Friday, November 30, 2018

Fiction Friday: Titans Rising Part 1

Installment 1

Titans Rising - A World Dying

Minerva’s head jerked in time with her music as she watched the application of the last layer in the fabricator. This was the easy part, making sure none of the heads clogged as the last layer of clay was applied for this panel. It was slow work, and she’d had to keep checking the weather as she worked. The window in her office had been taped up, the importance of her work was anchored in a deep place in her, and the sight of the green-gray sulphuric clouds was simply a depressing reminder of just how little time they had left, and how strapped they were for resources.

If it rained, Minerva would have to halt work long enough for the water’s ph balances to wobble their way to their new equilibrium so she could adjust the mixture to make sure the panels wouldn’t delaminate when she fired the tile.

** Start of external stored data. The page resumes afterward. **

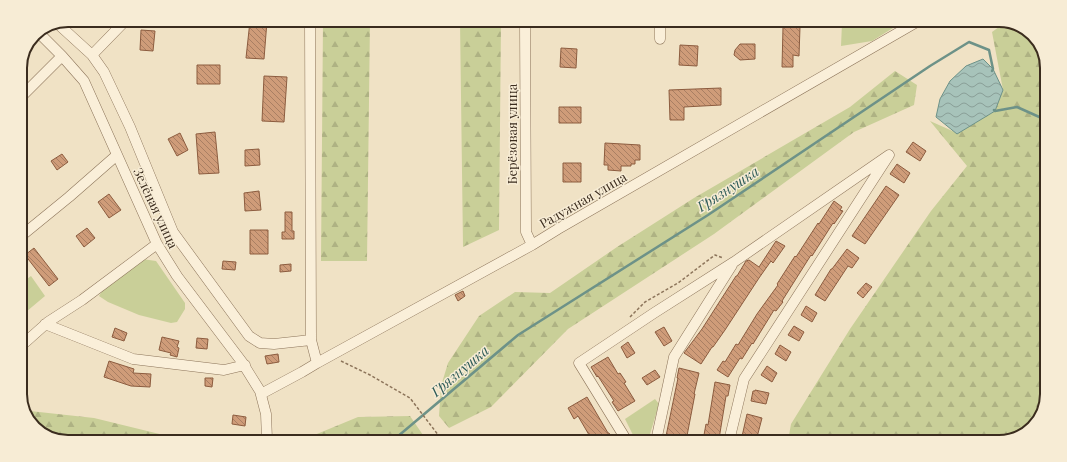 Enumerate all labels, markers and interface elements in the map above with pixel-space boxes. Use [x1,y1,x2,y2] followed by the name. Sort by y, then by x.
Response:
[503,83,520,184] street label: Берёзовая улица
[692,161,762,216] water label: Грязнушка
[130,165,183,251] street label: Зелёная улица
[536,167,630,231] street label: Радужная улица
[426,341,493,401] water label: Грязнушка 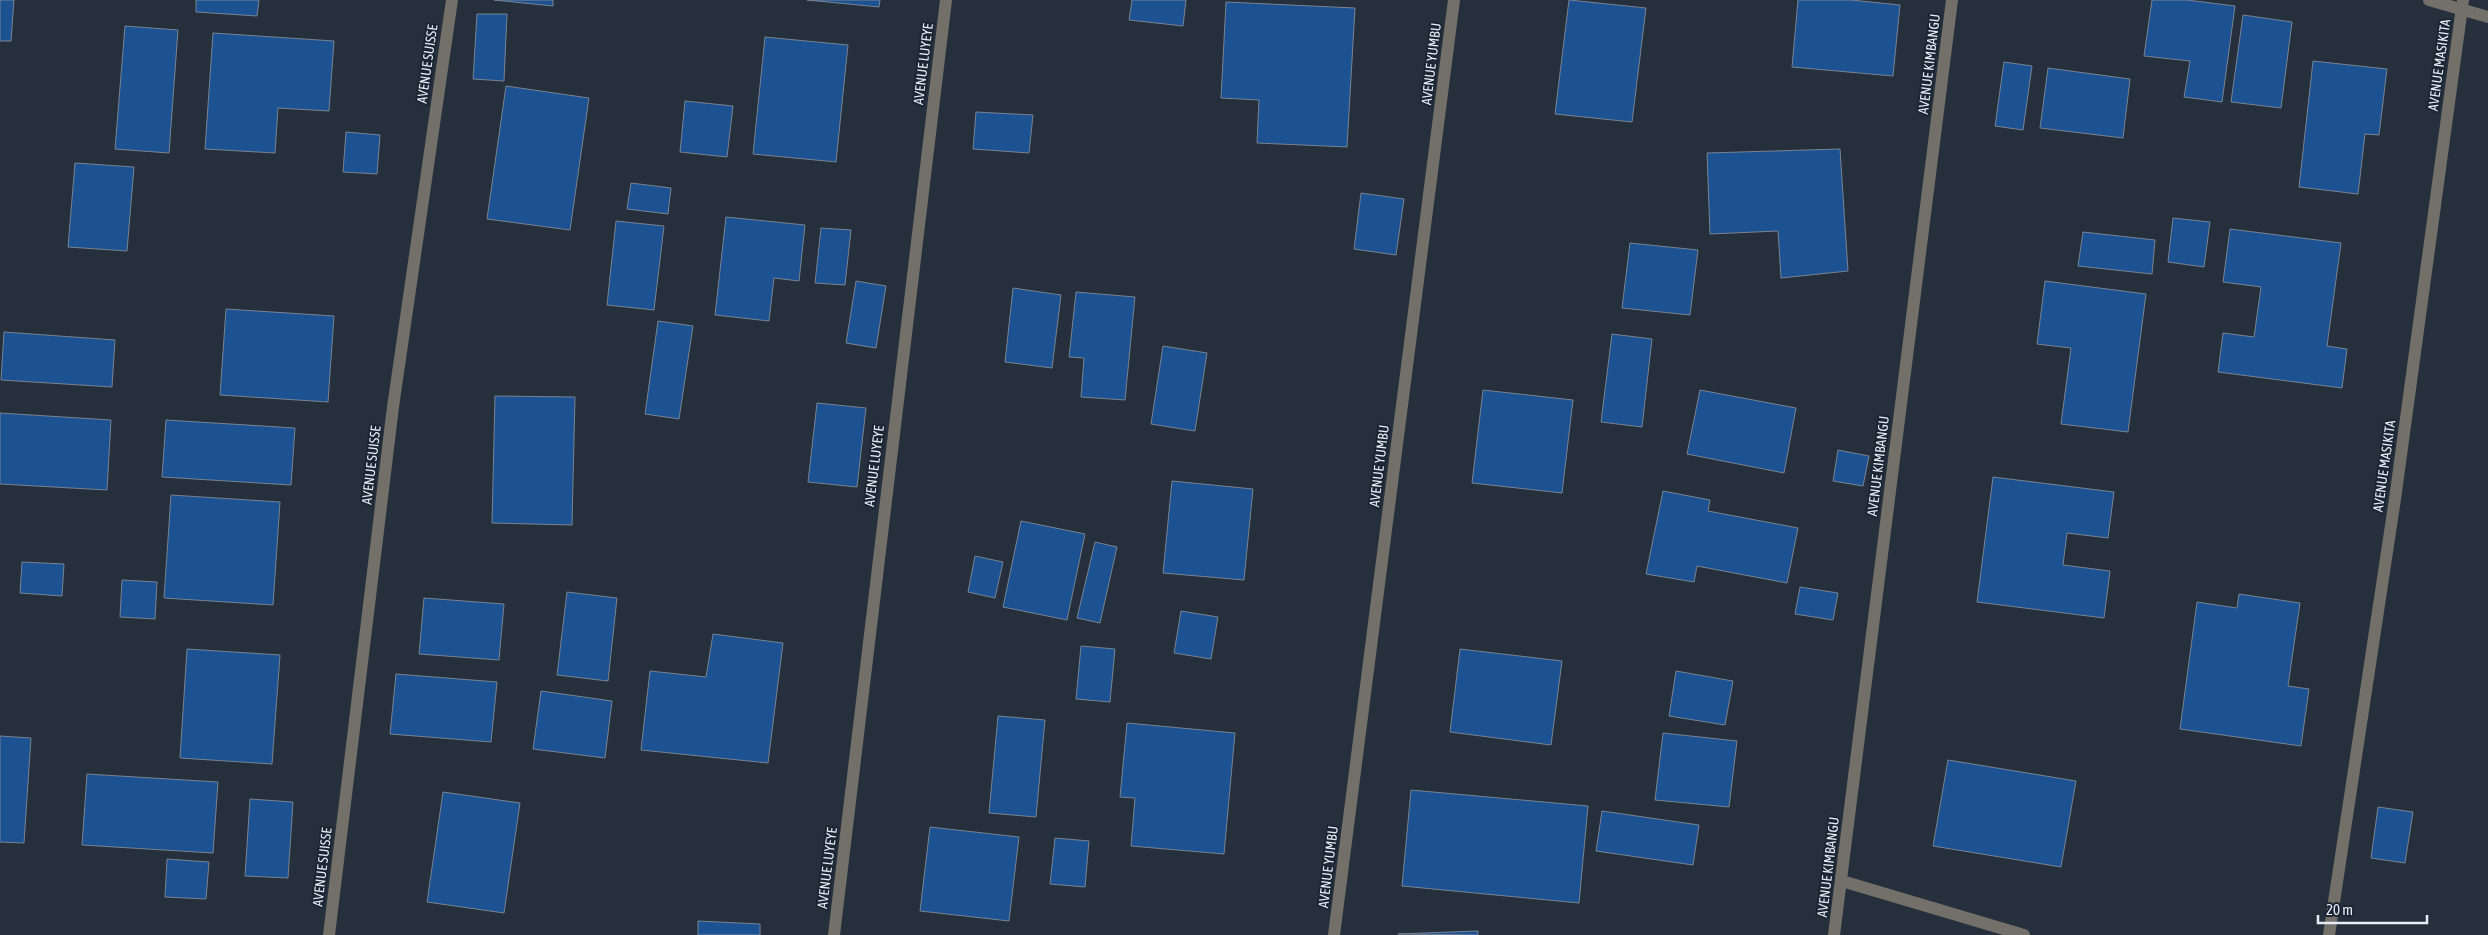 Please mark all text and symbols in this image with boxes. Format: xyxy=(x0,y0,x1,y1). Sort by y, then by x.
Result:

It had only taken once for Minerva to learn that lesson. Thankfully the day had turned out to be simply gloomy instead of immiserating, which meant she stood a chance to actually keep up with her part of the project’s schedule and earn her bunk on the ship she was helping to build.

As the last layer finished, Minerva moved the heads away from the panel and switched the balance on the feed to pure water and cleaned out the fabricator. The action held a familiarity, it was the only part of the project that reminded her she was an artist, following the motions she’d once done as she would finish a new work of art and clean her tools.

Her work now was invisible, hidden layers of striations of pale gray that would stand up to the radiation that her children would be threatened by when her Seed Project ship left the solar system. The invisibility of her work was a frustration as she was prouder of it than anything she’d ever done before.

It meant something. It meant something more than all of the work she’d done in her life before this point. And it put her at the head of the line for the lottery.

It was always obvious that there would be more people who wanted to be on the ship than there would be spaces. Thankfully, the Seed Project had been designed to treat the problem as part of their solution. Technically speaking, nobody had a certain seat on the ship, but you got a number of entries equal to how much you contributed to the building of a given ship. Skilled work like fabricating earned Minerva twice as many entries as the general workers, the people who did the day to day work to keep Project Seed running.

The biggest surprise when the system had been explained to Minerva was that administrative was considered to be general work instead of specialized skills. Seed wasn’t the only group trying to leave Earth, but it was the only one that so strongly emphasized the ability to actually build and maintain a spaceship. It meant that everyone who worked on the project was always trying to learn more technical skills. And everyone who had technical skills was encouraged to teach.

After all, it wasn’t going to be you who’d be setting foot in the new world. It probably wouldn’t even be your grandchildren.

It was another one of those strangely comforting thoughts, Minerva supposed. The idea that she would actually have grandchildren. It wasn’t something that much of the world could hope for. Humanity had signed its own death certificate.